**RECORDS PROVIDED**
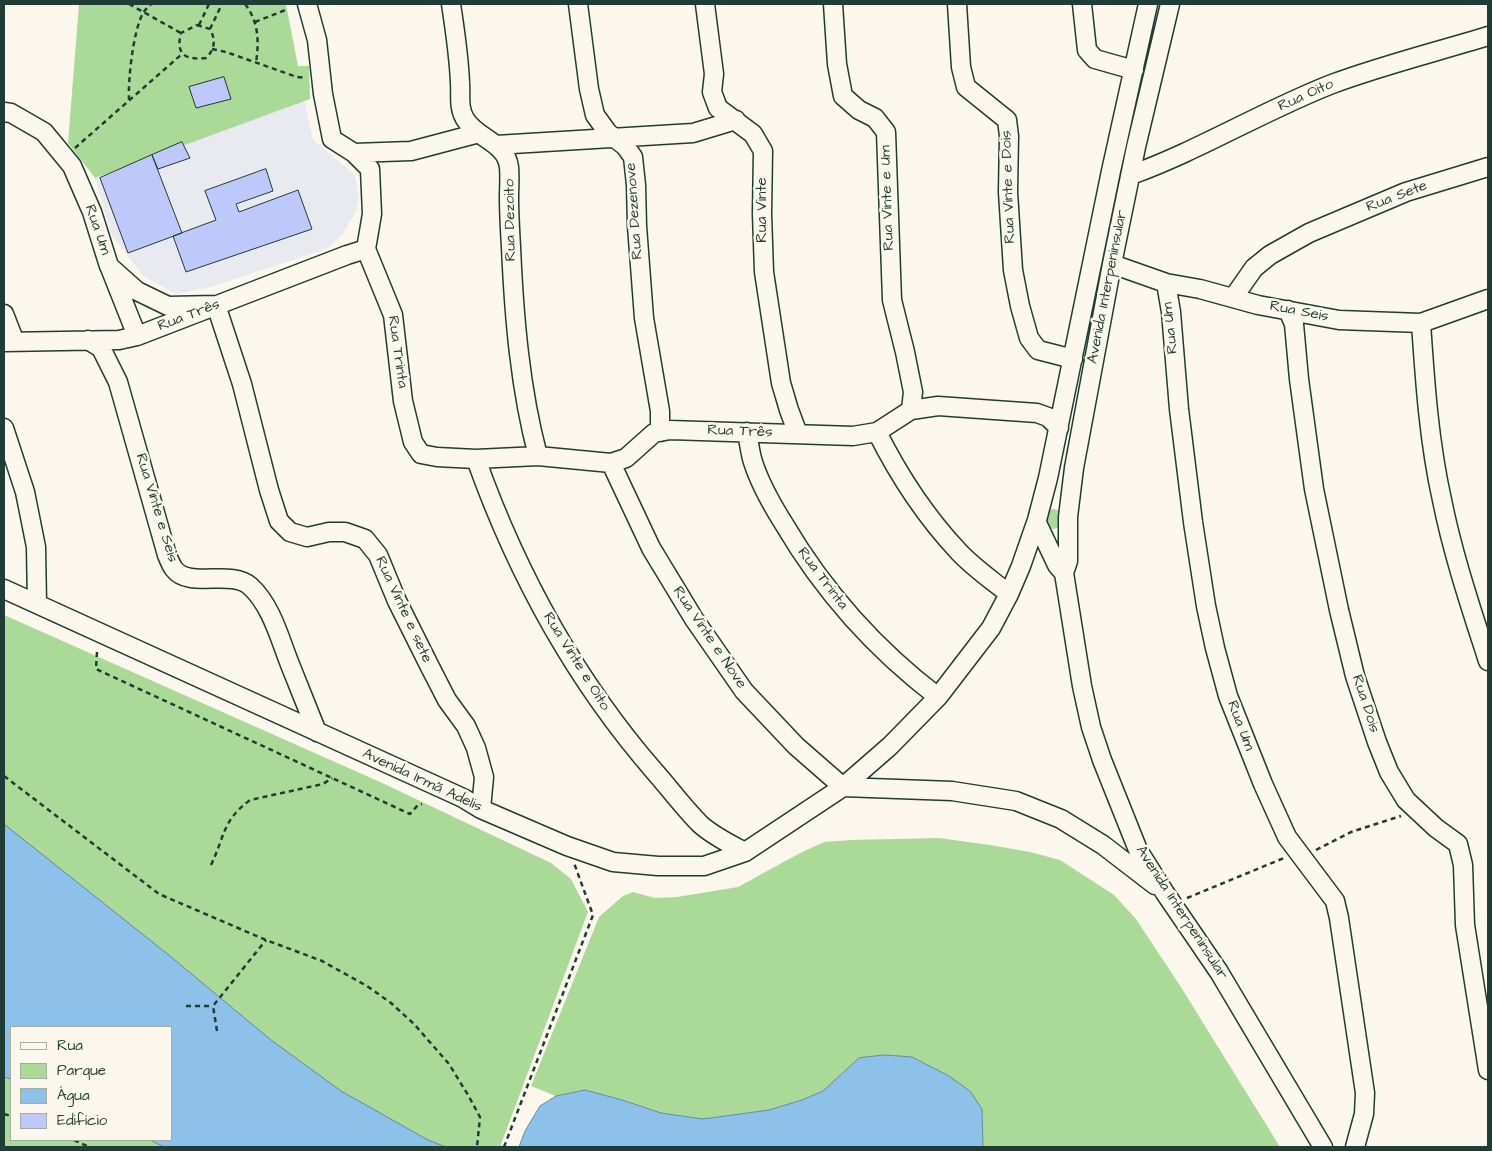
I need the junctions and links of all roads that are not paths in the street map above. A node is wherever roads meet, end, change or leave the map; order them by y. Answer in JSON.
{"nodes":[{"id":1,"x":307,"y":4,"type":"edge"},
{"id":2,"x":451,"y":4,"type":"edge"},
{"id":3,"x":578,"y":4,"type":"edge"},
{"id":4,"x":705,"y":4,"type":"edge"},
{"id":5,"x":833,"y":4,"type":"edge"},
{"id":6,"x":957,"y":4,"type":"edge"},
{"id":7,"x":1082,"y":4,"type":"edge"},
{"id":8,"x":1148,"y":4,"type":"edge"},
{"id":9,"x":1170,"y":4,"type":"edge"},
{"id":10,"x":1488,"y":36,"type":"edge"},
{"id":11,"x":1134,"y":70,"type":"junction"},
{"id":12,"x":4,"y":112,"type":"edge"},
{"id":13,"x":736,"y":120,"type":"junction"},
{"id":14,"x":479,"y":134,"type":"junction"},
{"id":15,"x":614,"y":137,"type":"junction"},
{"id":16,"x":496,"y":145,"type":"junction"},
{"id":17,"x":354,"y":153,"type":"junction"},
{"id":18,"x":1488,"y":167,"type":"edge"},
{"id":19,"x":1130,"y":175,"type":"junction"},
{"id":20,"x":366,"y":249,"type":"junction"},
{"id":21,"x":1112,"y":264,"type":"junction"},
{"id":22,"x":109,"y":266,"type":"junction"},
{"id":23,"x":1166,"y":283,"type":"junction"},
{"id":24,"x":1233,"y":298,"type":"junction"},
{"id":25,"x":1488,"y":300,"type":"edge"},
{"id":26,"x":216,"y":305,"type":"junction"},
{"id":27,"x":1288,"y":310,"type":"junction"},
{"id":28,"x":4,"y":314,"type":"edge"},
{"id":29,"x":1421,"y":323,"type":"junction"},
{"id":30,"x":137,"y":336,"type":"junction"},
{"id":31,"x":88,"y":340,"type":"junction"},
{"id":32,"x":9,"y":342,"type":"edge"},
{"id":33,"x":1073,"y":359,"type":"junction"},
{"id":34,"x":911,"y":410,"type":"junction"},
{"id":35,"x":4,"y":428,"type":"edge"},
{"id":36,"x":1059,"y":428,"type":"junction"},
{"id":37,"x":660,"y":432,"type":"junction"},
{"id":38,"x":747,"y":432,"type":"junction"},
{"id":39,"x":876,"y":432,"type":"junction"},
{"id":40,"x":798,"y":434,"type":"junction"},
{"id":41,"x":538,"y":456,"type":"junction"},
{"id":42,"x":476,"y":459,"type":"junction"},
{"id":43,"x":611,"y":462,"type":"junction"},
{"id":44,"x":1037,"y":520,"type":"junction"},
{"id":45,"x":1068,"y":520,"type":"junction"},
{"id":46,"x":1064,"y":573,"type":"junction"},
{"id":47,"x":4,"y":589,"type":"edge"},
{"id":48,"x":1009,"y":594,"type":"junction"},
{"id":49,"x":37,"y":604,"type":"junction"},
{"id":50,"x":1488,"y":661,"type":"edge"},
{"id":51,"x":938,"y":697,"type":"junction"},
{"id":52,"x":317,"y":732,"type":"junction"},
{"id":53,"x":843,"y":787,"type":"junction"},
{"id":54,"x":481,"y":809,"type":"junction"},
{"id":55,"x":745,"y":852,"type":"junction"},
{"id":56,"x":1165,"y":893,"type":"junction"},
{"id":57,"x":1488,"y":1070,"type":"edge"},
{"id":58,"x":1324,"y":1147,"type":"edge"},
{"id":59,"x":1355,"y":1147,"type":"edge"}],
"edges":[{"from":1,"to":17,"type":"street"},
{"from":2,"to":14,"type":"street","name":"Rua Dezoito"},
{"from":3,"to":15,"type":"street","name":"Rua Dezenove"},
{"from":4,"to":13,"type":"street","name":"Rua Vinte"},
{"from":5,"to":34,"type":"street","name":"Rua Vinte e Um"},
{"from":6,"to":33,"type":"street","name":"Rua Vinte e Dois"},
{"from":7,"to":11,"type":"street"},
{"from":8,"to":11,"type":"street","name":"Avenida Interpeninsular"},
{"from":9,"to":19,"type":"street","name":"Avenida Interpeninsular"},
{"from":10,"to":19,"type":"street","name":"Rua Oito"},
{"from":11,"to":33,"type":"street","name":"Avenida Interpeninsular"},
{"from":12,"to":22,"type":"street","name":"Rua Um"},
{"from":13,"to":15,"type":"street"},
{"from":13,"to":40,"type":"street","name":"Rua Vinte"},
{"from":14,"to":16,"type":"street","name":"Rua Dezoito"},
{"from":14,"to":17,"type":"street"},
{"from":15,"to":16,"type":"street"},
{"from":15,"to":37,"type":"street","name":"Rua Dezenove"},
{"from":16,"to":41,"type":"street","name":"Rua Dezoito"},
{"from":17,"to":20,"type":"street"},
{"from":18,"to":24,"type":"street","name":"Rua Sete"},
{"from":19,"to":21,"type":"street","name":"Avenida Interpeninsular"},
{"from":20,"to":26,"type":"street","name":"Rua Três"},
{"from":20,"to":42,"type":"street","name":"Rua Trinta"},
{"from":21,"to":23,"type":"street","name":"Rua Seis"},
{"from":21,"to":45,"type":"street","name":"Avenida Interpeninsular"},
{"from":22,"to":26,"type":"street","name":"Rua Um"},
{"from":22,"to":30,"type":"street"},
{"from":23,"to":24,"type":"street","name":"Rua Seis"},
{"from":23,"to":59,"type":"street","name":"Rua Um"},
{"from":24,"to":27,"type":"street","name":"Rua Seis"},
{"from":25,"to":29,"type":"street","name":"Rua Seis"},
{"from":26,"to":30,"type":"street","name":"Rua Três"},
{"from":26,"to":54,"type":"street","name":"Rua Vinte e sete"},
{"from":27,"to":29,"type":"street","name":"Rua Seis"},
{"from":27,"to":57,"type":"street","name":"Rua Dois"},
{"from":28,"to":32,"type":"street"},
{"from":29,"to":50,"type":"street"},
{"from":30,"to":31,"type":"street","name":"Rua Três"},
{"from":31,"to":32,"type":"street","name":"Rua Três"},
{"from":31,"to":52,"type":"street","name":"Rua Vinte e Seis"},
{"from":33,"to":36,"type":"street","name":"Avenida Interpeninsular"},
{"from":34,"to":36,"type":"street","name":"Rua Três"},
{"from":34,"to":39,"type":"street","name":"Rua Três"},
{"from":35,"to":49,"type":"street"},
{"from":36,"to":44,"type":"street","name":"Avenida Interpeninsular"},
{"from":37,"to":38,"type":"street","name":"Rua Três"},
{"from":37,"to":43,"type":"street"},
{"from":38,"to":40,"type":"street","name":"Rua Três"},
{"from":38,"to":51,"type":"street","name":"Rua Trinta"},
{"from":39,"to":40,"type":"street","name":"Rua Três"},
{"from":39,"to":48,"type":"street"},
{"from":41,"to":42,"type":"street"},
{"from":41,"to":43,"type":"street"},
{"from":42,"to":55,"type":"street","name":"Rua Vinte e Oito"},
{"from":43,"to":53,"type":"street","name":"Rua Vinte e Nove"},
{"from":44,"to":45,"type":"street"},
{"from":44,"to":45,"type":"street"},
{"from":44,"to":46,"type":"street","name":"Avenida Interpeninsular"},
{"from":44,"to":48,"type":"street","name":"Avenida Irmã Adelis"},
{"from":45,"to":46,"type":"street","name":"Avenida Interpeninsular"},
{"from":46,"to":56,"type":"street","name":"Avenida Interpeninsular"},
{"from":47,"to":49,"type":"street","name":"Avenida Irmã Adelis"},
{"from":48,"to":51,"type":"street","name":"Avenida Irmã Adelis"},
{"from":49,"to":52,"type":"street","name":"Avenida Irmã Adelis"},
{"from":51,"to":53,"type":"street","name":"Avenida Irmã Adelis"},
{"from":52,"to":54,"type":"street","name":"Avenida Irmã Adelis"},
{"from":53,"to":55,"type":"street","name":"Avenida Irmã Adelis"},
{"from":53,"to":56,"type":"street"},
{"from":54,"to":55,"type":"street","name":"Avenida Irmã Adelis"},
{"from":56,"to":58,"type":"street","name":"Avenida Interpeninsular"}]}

**PROBLEM TO SOLVE**
The records are given above. Copy each line in them that holds "Trinta".

**ANSWER SPACE**
{"from":20,"to":42,"type":"street","name":"Rua Trinta"},
{"from":38,"to":51,"type":"street","name":"Rua Trinta"},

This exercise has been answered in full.